- _Records supplied_:
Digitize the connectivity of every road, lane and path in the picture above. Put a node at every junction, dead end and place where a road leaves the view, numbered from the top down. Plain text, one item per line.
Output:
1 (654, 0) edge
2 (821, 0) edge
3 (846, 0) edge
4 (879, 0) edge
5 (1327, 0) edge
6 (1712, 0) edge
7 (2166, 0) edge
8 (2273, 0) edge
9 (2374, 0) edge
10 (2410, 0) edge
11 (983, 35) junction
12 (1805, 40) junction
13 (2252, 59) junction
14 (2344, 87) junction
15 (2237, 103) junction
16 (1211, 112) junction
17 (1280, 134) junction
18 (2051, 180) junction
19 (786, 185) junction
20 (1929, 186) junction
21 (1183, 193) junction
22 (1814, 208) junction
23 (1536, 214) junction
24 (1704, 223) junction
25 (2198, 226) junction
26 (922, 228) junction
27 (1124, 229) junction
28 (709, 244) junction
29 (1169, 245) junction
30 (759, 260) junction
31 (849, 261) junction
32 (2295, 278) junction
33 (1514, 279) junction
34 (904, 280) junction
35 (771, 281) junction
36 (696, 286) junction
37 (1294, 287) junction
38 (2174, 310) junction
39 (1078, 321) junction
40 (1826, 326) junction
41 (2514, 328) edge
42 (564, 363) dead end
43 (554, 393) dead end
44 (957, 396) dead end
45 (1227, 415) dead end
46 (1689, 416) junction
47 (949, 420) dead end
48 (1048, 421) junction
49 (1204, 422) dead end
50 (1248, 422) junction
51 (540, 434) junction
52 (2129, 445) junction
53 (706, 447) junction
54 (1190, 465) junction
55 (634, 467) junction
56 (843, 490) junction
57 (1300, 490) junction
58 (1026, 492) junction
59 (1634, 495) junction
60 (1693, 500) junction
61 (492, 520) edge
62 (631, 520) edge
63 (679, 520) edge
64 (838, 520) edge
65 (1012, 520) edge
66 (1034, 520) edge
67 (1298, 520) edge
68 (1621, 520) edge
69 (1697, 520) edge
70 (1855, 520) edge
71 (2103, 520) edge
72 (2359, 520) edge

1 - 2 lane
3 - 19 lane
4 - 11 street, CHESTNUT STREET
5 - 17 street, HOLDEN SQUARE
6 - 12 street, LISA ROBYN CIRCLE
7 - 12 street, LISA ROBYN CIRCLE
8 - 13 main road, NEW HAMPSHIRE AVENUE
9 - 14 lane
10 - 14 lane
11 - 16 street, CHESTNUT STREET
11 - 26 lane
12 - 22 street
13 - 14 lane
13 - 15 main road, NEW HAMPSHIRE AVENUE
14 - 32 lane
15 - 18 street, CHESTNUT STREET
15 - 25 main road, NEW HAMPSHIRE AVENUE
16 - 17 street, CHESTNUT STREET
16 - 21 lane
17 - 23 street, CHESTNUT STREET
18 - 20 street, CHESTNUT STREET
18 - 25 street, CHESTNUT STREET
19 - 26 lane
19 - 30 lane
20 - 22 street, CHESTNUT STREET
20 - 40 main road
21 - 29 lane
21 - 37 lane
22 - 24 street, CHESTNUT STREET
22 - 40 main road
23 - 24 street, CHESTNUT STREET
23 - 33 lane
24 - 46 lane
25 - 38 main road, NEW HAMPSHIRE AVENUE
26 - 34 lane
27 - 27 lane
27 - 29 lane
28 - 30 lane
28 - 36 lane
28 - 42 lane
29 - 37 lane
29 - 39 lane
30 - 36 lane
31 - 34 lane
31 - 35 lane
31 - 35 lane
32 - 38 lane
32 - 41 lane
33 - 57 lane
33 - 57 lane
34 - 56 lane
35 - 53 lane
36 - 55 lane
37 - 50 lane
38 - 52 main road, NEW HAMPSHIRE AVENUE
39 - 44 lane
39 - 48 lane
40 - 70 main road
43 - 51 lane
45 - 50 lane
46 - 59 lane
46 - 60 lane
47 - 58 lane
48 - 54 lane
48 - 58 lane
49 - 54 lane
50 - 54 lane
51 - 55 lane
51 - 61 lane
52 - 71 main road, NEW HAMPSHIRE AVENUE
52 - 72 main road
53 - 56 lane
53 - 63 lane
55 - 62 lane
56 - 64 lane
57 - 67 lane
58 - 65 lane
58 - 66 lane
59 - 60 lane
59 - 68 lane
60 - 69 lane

- _What the task asks_:
Reproduce the whole listing without changing anything.

- _Solution for this problem_:
Digitize the connectivity of every road, lane and path in the picture above. Put a node at every junction, dead end and place where a road leaves the view, numbered from the top down. Plain text, one item per line.
Output:
1 (654, 0) edge
2 (821, 0) edge
3 (846, 0) edge
4 (879, 0) edge
5 (1327, 0) edge
6 (1712, 0) edge
7 (2166, 0) edge
8 (2273, 0) edge
9 (2374, 0) edge
10 (2410, 0) edge
11 (983, 35) junction
12 (1805, 40) junction
13 (2252, 59) junction
14 (2344, 87) junction
15 (2237, 103) junction
16 (1211, 112) junction
17 (1280, 134) junction
18 (2051, 180) junction
19 (786, 185) junction
20 (1929, 186) junction
21 (1183, 193) junction
22 (1814, 208) junction
23 (1536, 214) junction
24 (1704, 223) junction
25 (2198, 226) junction
26 (922, 228) junction
27 (1124, 229) junction
28 (709, 244) junction
29 (1169, 245) junction
30 (759, 260) junction
31 (849, 261) junction
32 (2295, 278) junction
33 (1514, 279) junction
34 (904, 280) junction
35 (771, 281) junction
36 (696, 286) junction
37 (1294, 287) junction
38 (2174, 310) junction
39 (1078, 321) junction
40 (1826, 326) junction
41 (2514, 328) edge
42 (564, 363) dead end
43 (554, 393) dead end
44 (957, 396) dead end
45 (1227, 415) dead end
46 (1689, 416) junction
47 (949, 420) dead end
48 (1048, 421) junction
49 (1204, 422) dead end
50 (1248, 422) junction
51 (540, 434) junction
52 (2129, 445) junction
53 (706, 447) junction
54 (1190, 465) junction
55 (634, 467) junction
56 (843, 490) junction
57 (1300, 490) junction
58 (1026, 492) junction
59 (1634, 495) junction
60 (1693, 500) junction
61 (492, 520) edge
62 (631, 520) edge
63 (679, 520) edge
64 (838, 520) edge
65 (1012, 520) edge
66 (1034, 520) edge
67 (1298, 520) edge
68 (1621, 520) edge
69 (1697, 520) edge
70 (1855, 520) edge
71 (2103, 520) edge
72 (2359, 520) edge

1 - 2 lane
3 - 19 lane
4 - 11 street, CHESTNUT STREET
5 - 17 street, HOLDEN SQUARE
6 - 12 street, LISA ROBYN CIRCLE
7 - 12 street, LISA ROBYN CIRCLE
8 - 13 main road, NEW HAMPSHIRE AVENUE
9 - 14 lane
10 - 14 lane
11 - 16 street, CHESTNUT STREET
11 - 26 lane
12 - 22 street
13 - 14 lane
13 - 15 main road, NEW HAMPSHIRE AVENUE
14 - 32 lane
15 - 18 street, CHESTNUT STREET
15 - 25 main road, NEW HAMPSHIRE AVENUE
16 - 17 street, CHESTNUT STREET
16 - 21 lane
17 - 23 street, CHESTNUT STREET
18 - 20 street, CHESTNUT STREET
18 - 25 street, CHESTNUT STREET
19 - 26 lane
19 - 30 lane
20 - 22 street, CHESTNUT STREET
20 - 40 main road
21 - 29 lane
21 - 37 lane
22 - 24 street, CHESTNUT STREET
22 - 40 main road
23 - 24 street, CHESTNUT STREET
23 - 33 lane
24 - 46 lane
25 - 38 main road, NEW HAMPSHIRE AVENUE
26 - 34 lane
27 - 27 lane
27 - 29 lane
28 - 30 lane
28 - 36 lane
28 - 42 lane
29 - 37 lane
29 - 39 lane
30 - 36 lane
31 - 34 lane
31 - 35 lane
31 - 35 lane
32 - 38 lane
32 - 41 lane
33 - 57 lane
33 - 57 lane
34 - 56 lane
35 - 53 lane
36 - 55 lane
37 - 50 lane
38 - 52 main road, NEW HAMPSHIRE AVENUE
39 - 44 lane
39 - 48 lane
40 - 70 main road
43 - 51 lane
45 - 50 lane
46 - 59 lane
46 - 60 lane
47 - 58 lane
48 - 54 lane
48 - 58 lane
49 - 54 lane
50 - 54 lane
51 - 55 lane
51 - 61 lane
52 - 71 main road, NEW HAMPSHIRE AVENUE
52 - 72 main road
53 - 56 lane
53 - 63 lane
55 - 62 lane
56 - 64 lane
57 - 67 lane
58 - 65 lane
58 - 66 lane
59 - 60 lane
59 - 68 lane
60 - 69 lane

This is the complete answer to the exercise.